Rabbi Braun: The Halachos of Kosher Wills




    Springfield Banner

    Rabbi Braun: The Halachos of Kosher Wills

    In connection to last week’s parsha being Parshas Vayechi which contains Yaakov’s instructions to his sons before his passing, we present halachos concerning tzava’os, wills of testament, by HaRav Yosef Yeshaya Braun shlita, Mara D’Asra and member of the Badatz of Crown Heights • From Beis Moshiach Magazine • Full Article

    Inhibitors for Inheritance, or Rules for Non-Relatives

    What the Gemara says about yerusha (inheritance): Do not withhold it from the rightful heirs by distributing assets to others, even if the heirs are not worthy–dilma nafik minei zar’aa maalya (perhaps his children will be great) and the subsequent beneficiaries will use the wealth honorably.
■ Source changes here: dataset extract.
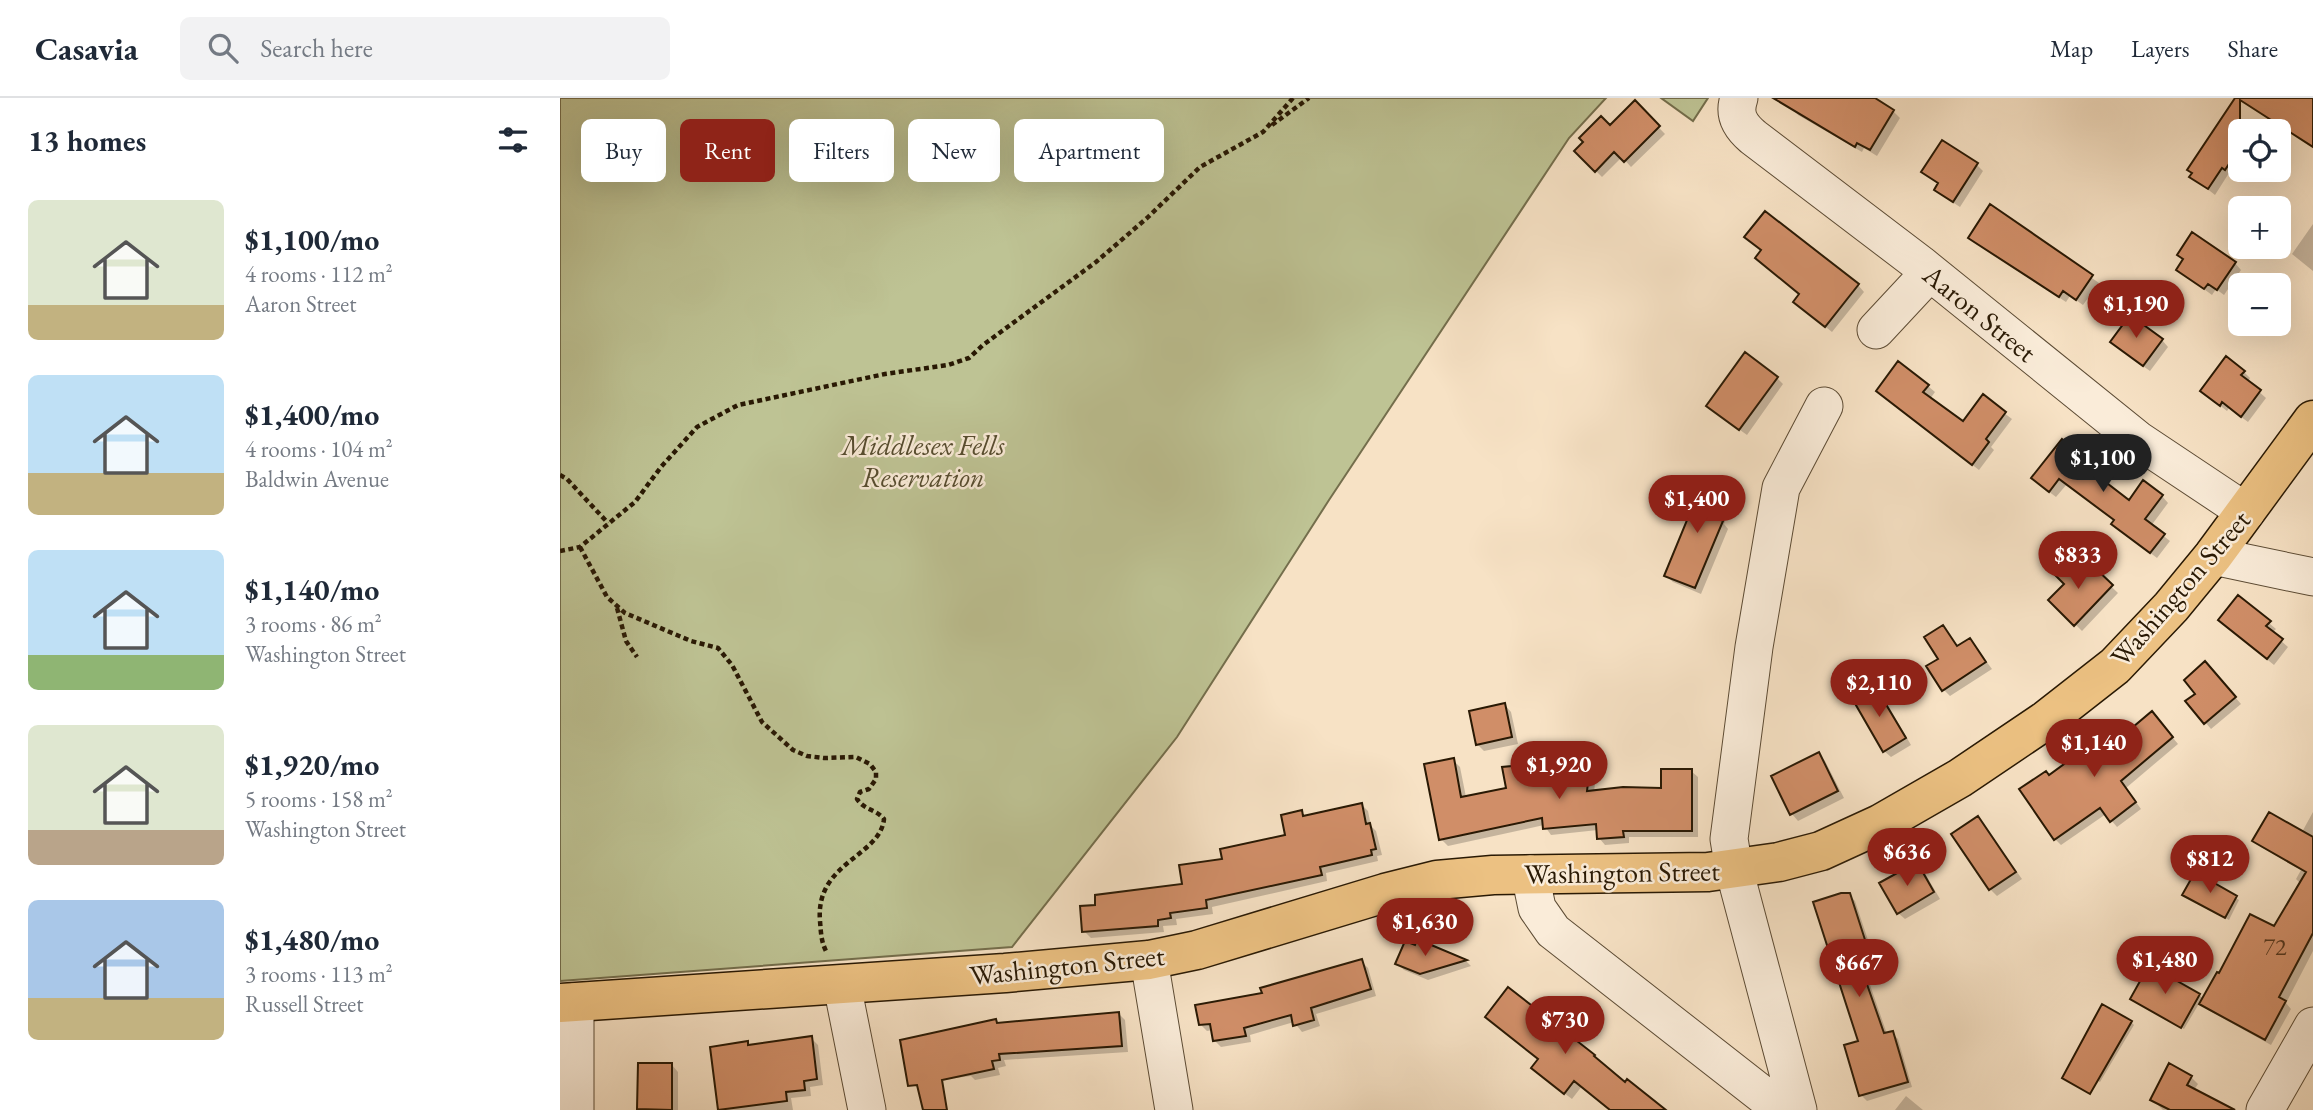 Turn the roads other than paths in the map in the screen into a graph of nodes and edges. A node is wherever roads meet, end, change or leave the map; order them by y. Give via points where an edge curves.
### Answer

Of a person who distributes their capital to non-heirs in this shortsighted manner, Chazal state, “Ein ruach chachamim nochah heimenu” (the Sages do not approve [of his actions]).

    This applies even to tapping the inheritance for tzedaka (charity) in circumstances where generous grants would leave little for the children. However, various leniencies exist for endowing others in addition to a person’s own progeny; one of these is for tzedaka bequests that do not leave inheritors wanting—even more so, such giving is encouraged as a zechus (special merit) for the deceased.

    Many poskim maintain it is permissible to bypass the rightful heirs if the tzavaah (last will) bequeaths them at least a shiur chashuv (a significant measure). A range of amounts defining what is chashuv are mentioned in poskim: four zuz (ancient silver coin); one fifth of total assets; or, in contemporary terms—as codified by Rabbi Moshe Feinstein (20th century)—one thousand dollars. Nevertheless, a wealthy person should rather bequeath their assets to their own children if they are needy rather than other causes, especially if their indigent children eschew money-making endeavors for Torah study.

    The general practice, however, is to extend the shiur chashuv and ensure sufficient funds for each child to be self-supporting. After accounting for these allotments, the remainder may be distributed as desired. In cases where the heirs are mochel (forgoing of) what is rightfully theirs, a person’s wealth may be distributed any way they like.

    Many authorities, including the Tzemach Tzedek (third Lubavitcher Rebbe and 18th century halachic author), maintain that all these rules apply even to gifting non-heirs during a person’s lifetime. Some poskim maintain, however, that those assets that are not normally part of a yerusha may be disposed of by the owner at their discretion during their lifetime. The Tzemach Tzedek rules that if the purpose of the gift is so that the recipient will be able to support the donor in their old age, or for a similar legitimate reasons, it is permissible, because a person may spend money for their own needs without censure. Just as an individual is permitted to sell their assets, they may likewise gift them or spend the money on themselves; the concern is only if they are depriving their children of their rightful yerusha, not if their finances are spent with just cause.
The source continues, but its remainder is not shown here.